Mora-López, L., J. Mora, R. Morales-Bueno and M. Sidrach-de-Cardona
Environmental Modelling and Software – 20.6 (2005), 753-760
Keywords: machine-learning, climatic data, Kolmogorov-Smirnov test
Abstract: A model to characterize and predict continuous time series from machine-learning techniques is proposed. This model includes the following three steps: dynamic discretization of continuous values, construction of probabilistic finite automata and prediction of new series with randomness. The first problem in most models from machine learning is that they are developed for discrete values; however, most phenomena in nature are continuous. To convert these continuous values into discrete values a dynamic discretization method has been used. With the obtained discrete series, we have built probabilistic finite automata which include all the representative information which the series contain. The learning algorithm to build these automata is polynomial in the sample size.

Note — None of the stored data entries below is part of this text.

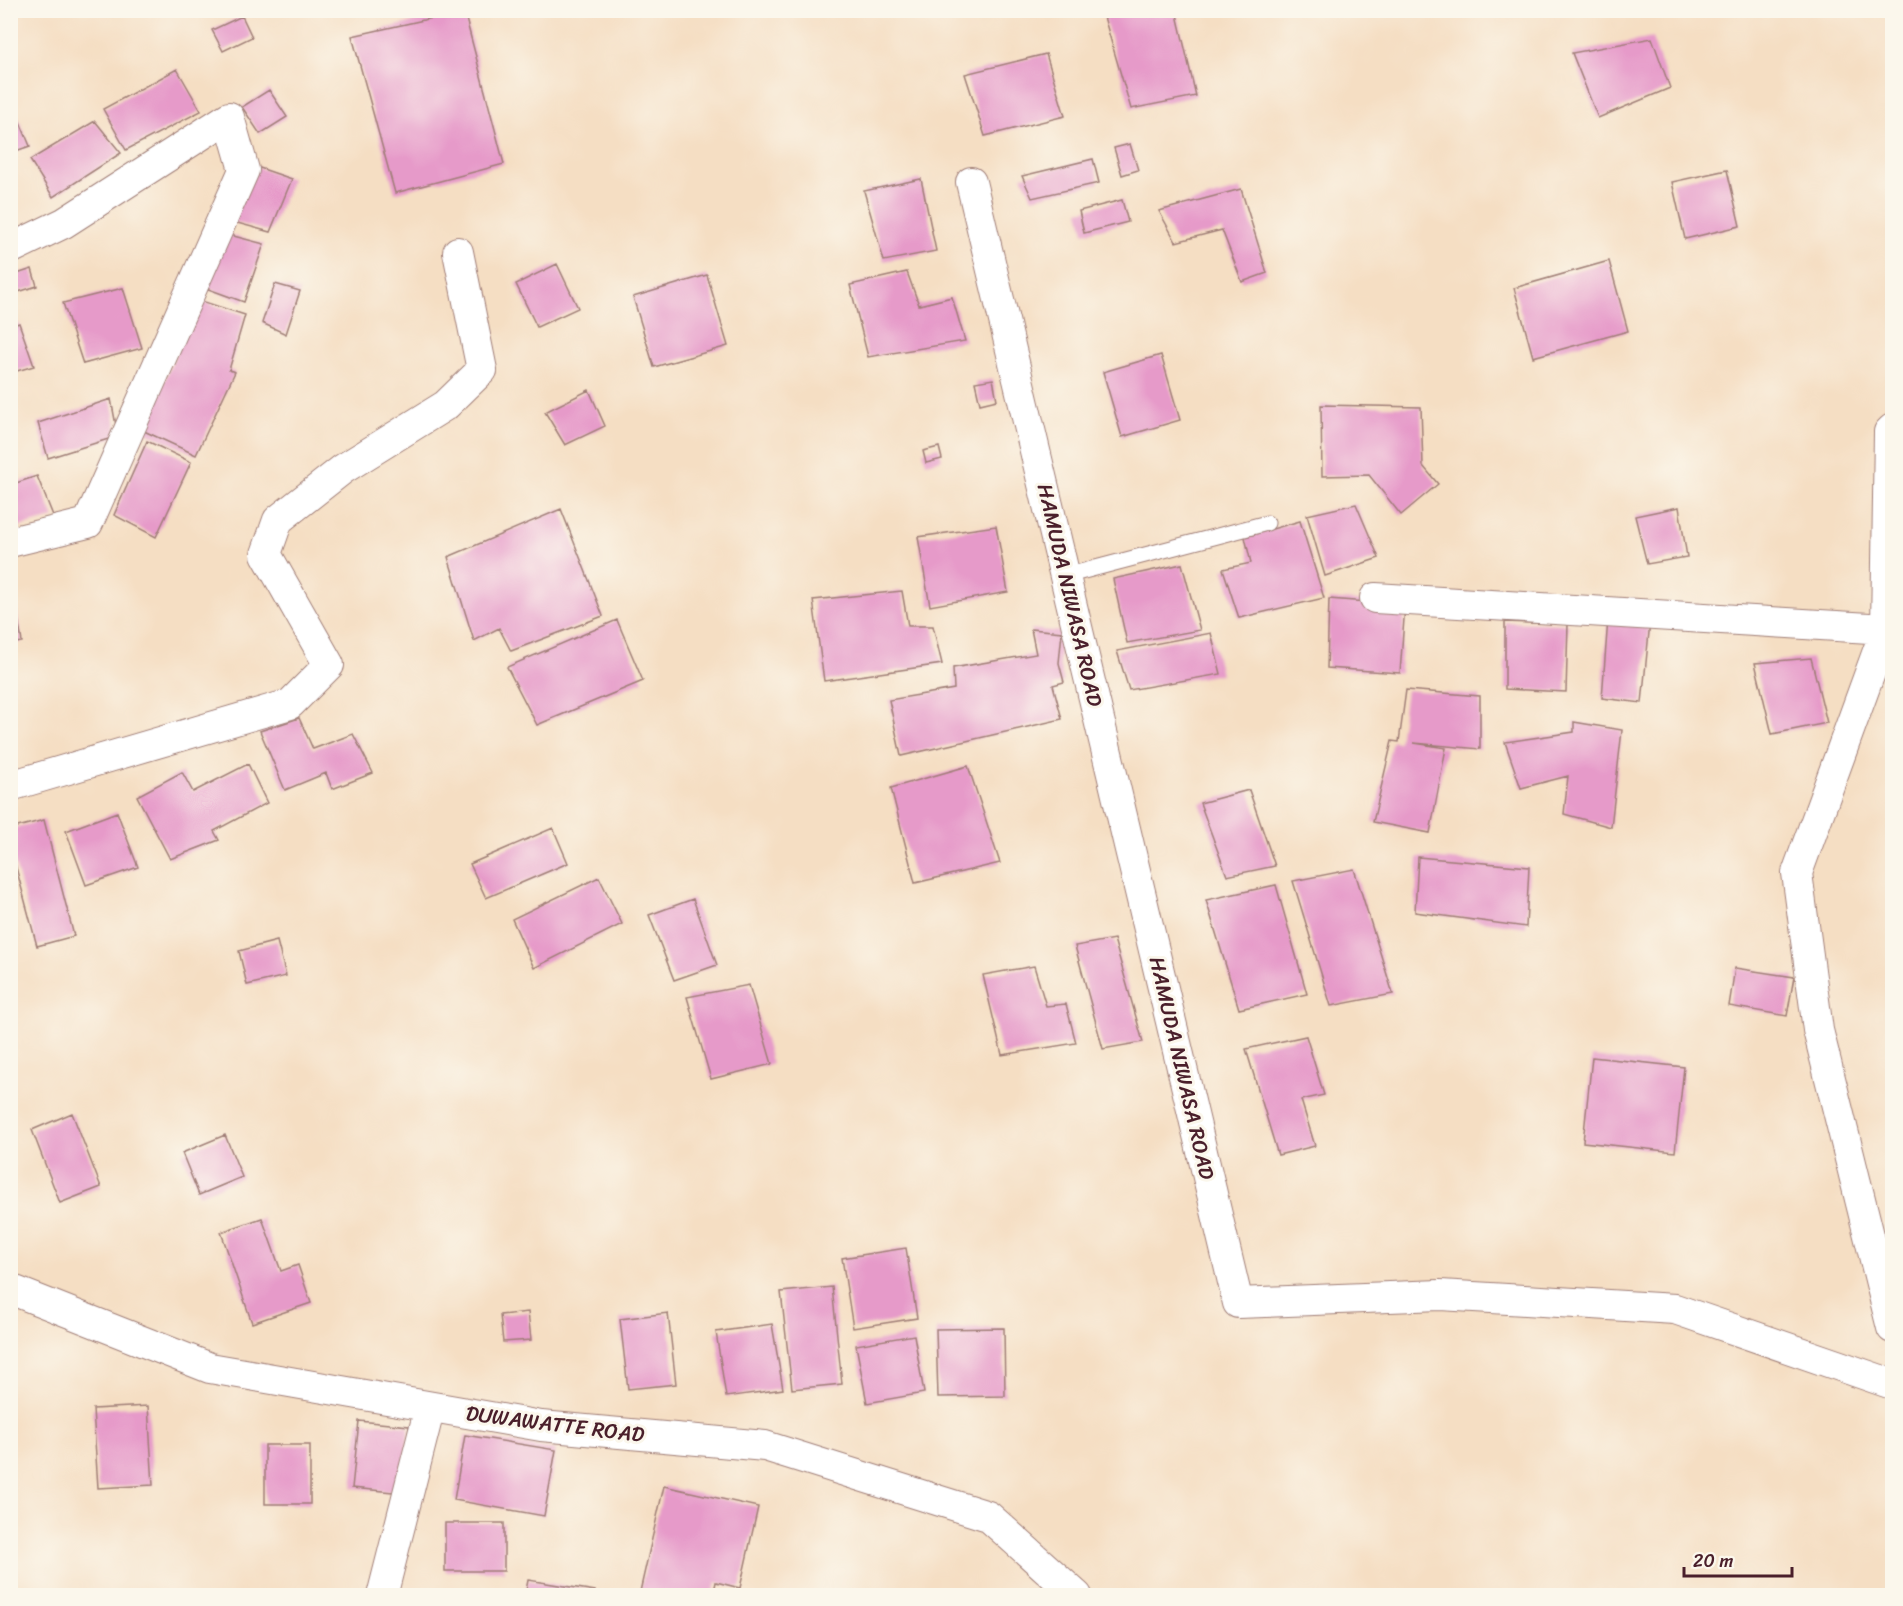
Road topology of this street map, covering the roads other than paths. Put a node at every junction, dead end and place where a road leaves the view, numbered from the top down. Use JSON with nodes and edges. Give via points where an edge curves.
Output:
{"nodes":[{"id":1,"x":971,"y":182,"type":"dead end"},
{"id":2,"x":10,"y":249,"type":"edge"},
{"id":3,"x":458,"y":252,"type":"dead end"},
{"id":4,"x":1893,"y":429,"type":"edge"},
{"id":5,"x":1267,"y":523,"type":"dead end"},
{"id":6,"x":10,"y":542,"type":"edge"},
{"id":7,"x":1065,"y":576,"type":"junction"},
{"id":8,"x":1375,"y":598,"type":"dead end"},
{"id":9,"x":1886,"y":629,"type":"junction"},
{"id":10,"x":10,"y":786,"type":"edge"},
{"id":11,"x":10,"y":1290,"type":"edge"},
{"id":12,"x":1893,"y":1329,"type":"edge"},
{"id":13,"x":1893,"y":1384,"type":"edge"},
{"id":14,"x":430,"y":1407,"type":"junction"},
{"id":15,"x":382,"y":1596,"type":"edge"},
{"id":16,"x":1077,"y":1596,"type":"edge"}],
"edges":[{"from":1,"to":7,"type":"street","name":"HAMUDA NIWASA ROAD"},
{"from":2,"to":6,"type":"street","via":[[64,223],[229,117],[244,170],[88,522]]},
{"from":3,"to":10,"type":"street","via":[[482,370],[446,405],[343,469],[278,520],[266,554],[329,665],[290,704]]},
{"from":4,"to":9,"type":"street","via":[[1889,432]]},
{"from":5,"to":7,"type":"lane"},
{"from":7,"to":13,"type":"street","name":"HAMUDA NIWASA ROAD","via":[[1238,1303],[1440,1295],[1675,1309]]},
{"from":8,"to":9,"type":"street"},
{"from":9,"to":12,"type":"street","via":[[1797,873],[1818,1030]]},
{"from":11,"to":14,"type":"street","name":"DUWAWATTE ROAD","via":[[210,1368]]},
{"from":14,"to":15,"type":"street"},
{"from":14,"to":16,"type":"street","name":"DUWAWATTE ROAD","via":[[541,1426],[765,1446],[988,1516]]}]}
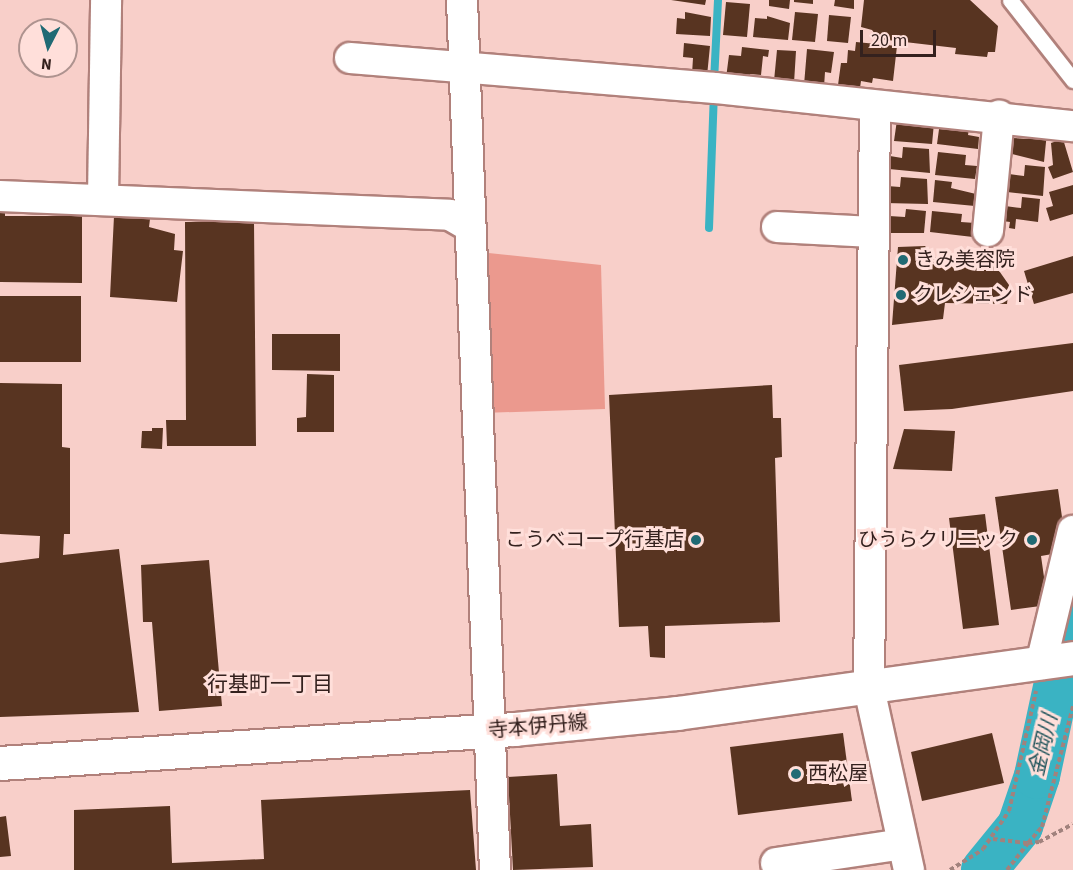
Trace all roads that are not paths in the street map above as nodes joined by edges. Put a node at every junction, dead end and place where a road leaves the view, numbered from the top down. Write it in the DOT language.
graph roads {
  1 [pos="106,0"];
  2 [pos="462,0"];
  3 [pos="1010,0"];
  4 [pos="350,58"];
  5 [pos="463,65"];
  6 [pos="1073,80"];
  7 [pos="875,106"];
  8 [pos="999,116"];
  9 [pos="1073,127"];
  10 [pos="0,196"];
  11 [pos="103,198"];
  12 [pos="469,226"];
  13 [pos="777,227"];
  14 [pos="988,231"];
  15 [pos="872,232"];
  16 [pos="1073,531"];
  17 [pos="1055,662"];
  18 [pos="868,688"];
  19 [pos="489,732"];
  20 [pos="0,763"];
  21 [pos="906,857"];
  22 [pos="776,863"];
  23 [pos="495,870"];
  1 -- 11 [label="street"];
  2 -- 5 [label="street"];
  3 -- 6 [label="lane"];
  4 -- 5 [label="street"];
  5 -- 7 [label="street"];
  5 -- 12 [label="street"];
  7 -- 8 [label="street"];
  7 -- 15 [label="street"];
  8 -- 9 [label="street"];
  8 -- 14 [label="street"];
  10 -- 11 [label="street"];
  11 -- 12 [label="street"];
  12 -- 19 [label="street"];
  13 -- 15 [label="street"];
  15 -- 18 [label="street"];
  16 -- 17 [label="street"];
  17 -- 18 [label="main road, 寺本伊丹線"];
  18 -- 19 [label="main road, 寺本伊丹線"];
  18 -- 21 [label="street"];
  19 -- 20 [label="main road, 寺本伊丹線"];
  19 -- 23 [label="street"];
  21 -- 22 [label="street"];
}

An algorithm to predict new series has been proposed. This algorithm incorporates the randomness in nature. After finishing the three steps of the model, the similarity between the predicted series and the real ones has been checked. For this, a new adaptable test based on the classical Kolmogorov–Smirnov two-sample test has been done. The cumulative distribution function of observed and generated series has been compared using the concept of indistinguishable values. Finally, the proposed model has been applied in several practical cases of time series of climatic parameters.